- **What you should do**:
Print the full listing exactly.

- **Working data**:
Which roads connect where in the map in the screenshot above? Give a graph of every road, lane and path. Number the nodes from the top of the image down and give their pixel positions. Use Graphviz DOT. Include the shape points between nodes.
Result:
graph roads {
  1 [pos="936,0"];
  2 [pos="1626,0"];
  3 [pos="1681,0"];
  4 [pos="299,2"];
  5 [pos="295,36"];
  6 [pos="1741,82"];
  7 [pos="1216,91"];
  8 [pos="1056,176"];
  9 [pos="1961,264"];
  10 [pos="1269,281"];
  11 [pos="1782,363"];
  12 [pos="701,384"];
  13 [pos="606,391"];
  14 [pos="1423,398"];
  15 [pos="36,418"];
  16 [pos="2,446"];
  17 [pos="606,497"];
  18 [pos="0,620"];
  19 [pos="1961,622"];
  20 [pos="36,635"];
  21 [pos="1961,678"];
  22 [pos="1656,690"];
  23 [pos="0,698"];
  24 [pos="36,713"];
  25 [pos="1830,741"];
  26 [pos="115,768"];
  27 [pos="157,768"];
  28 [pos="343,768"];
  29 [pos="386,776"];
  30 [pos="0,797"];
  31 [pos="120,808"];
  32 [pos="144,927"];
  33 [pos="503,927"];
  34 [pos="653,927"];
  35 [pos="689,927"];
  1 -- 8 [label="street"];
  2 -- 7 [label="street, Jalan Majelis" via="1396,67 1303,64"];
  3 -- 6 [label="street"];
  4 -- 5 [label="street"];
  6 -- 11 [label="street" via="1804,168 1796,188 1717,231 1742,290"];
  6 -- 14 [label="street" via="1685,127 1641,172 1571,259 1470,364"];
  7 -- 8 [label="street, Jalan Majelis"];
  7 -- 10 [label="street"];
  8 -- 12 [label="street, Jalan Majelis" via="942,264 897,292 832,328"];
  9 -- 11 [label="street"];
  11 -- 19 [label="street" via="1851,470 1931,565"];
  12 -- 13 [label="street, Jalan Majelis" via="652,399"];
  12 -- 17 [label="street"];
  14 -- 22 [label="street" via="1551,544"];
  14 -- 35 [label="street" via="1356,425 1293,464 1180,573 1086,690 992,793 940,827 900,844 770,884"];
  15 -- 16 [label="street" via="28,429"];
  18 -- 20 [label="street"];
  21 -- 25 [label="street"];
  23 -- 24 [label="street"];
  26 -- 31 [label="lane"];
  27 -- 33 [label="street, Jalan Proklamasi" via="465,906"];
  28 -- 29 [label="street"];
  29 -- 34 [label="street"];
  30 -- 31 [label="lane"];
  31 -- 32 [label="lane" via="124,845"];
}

- **Solution**:
Which roads connect where in the map in the screenshot above? Give a graph of every road, lane and path. Number the nodes from the top of the image down and give their pixel positions. Use Graphviz DOT. Include the shape points between nodes.
Result:
graph roads {
  1 [pos="936,0"];
  2 [pos="1626,0"];
  3 [pos="1681,0"];
  4 [pos="299,2"];
  5 [pos="295,36"];
  6 [pos="1741,82"];
  7 [pos="1216,91"];
  8 [pos="1056,176"];
  9 [pos="1961,264"];
  10 [pos="1269,281"];
  11 [pos="1782,363"];
  12 [pos="701,384"];
  13 [pos="606,391"];
  14 [pos="1423,398"];
  15 [pos="36,418"];
  16 [pos="2,446"];
  17 [pos="606,497"];
  18 [pos="0,620"];
  19 [pos="1961,622"];
  20 [pos="36,635"];
  21 [pos="1961,678"];
  22 [pos="1656,690"];
  23 [pos="0,698"];
  24 [pos="36,713"];
  25 [pos="1830,741"];
  26 [pos="115,768"];
  27 [pos="157,768"];
  28 [pos="343,768"];
  29 [pos="386,776"];
  30 [pos="0,797"];
  31 [pos="120,808"];
  32 [pos="144,927"];
  33 [pos="503,927"];
  34 [pos="653,927"];
  35 [pos="689,927"];
  1 -- 8 [label="street"];
  2 -- 7 [label="street, Jalan Majelis" via="1396,67 1303,64"];
  3 -- 6 [label="street"];
  4 -- 5 [label="street"];
  6 -- 11 [label="street" via="1804,168 1796,188 1717,231 1742,290"];
  6 -- 14 [label="street" via="1685,127 1641,172 1571,259 1470,364"];
  7 -- 8 [label="street, Jalan Majelis"];
  7 -- 10 [label="street"];
  8 -- 12 [label="street, Jalan Majelis" via="942,264 897,292 832,328"];
  9 -- 11 [label="street"];
  11 -- 19 [label="street" via="1851,470 1931,565"];
  12 -- 13 [label="street, Jalan Majelis" via="652,399"];
  12 -- 17 [label="street"];
  14 -- 22 [label="street" via="1551,544"];
  14 -- 35 [label="street" via="1356,425 1293,464 1180,573 1086,690 992,793 940,827 900,844 770,884"];
  15 -- 16 [label="street" via="28,429"];
  18 -- 20 [label="street"];
  21 -- 25 [label="street"];
  23 -- 24 [label="street"];
  26 -- 31 [label="lane"];
  27 -- 33 [label="street, Jalan Proklamasi" via="465,906"];
  28 -- 29 [label="street"];
  29 -- 34 [label="street"];
  30 -- 31 [label="lane"];
  31 -- 32 [label="lane" via="124,845"];
}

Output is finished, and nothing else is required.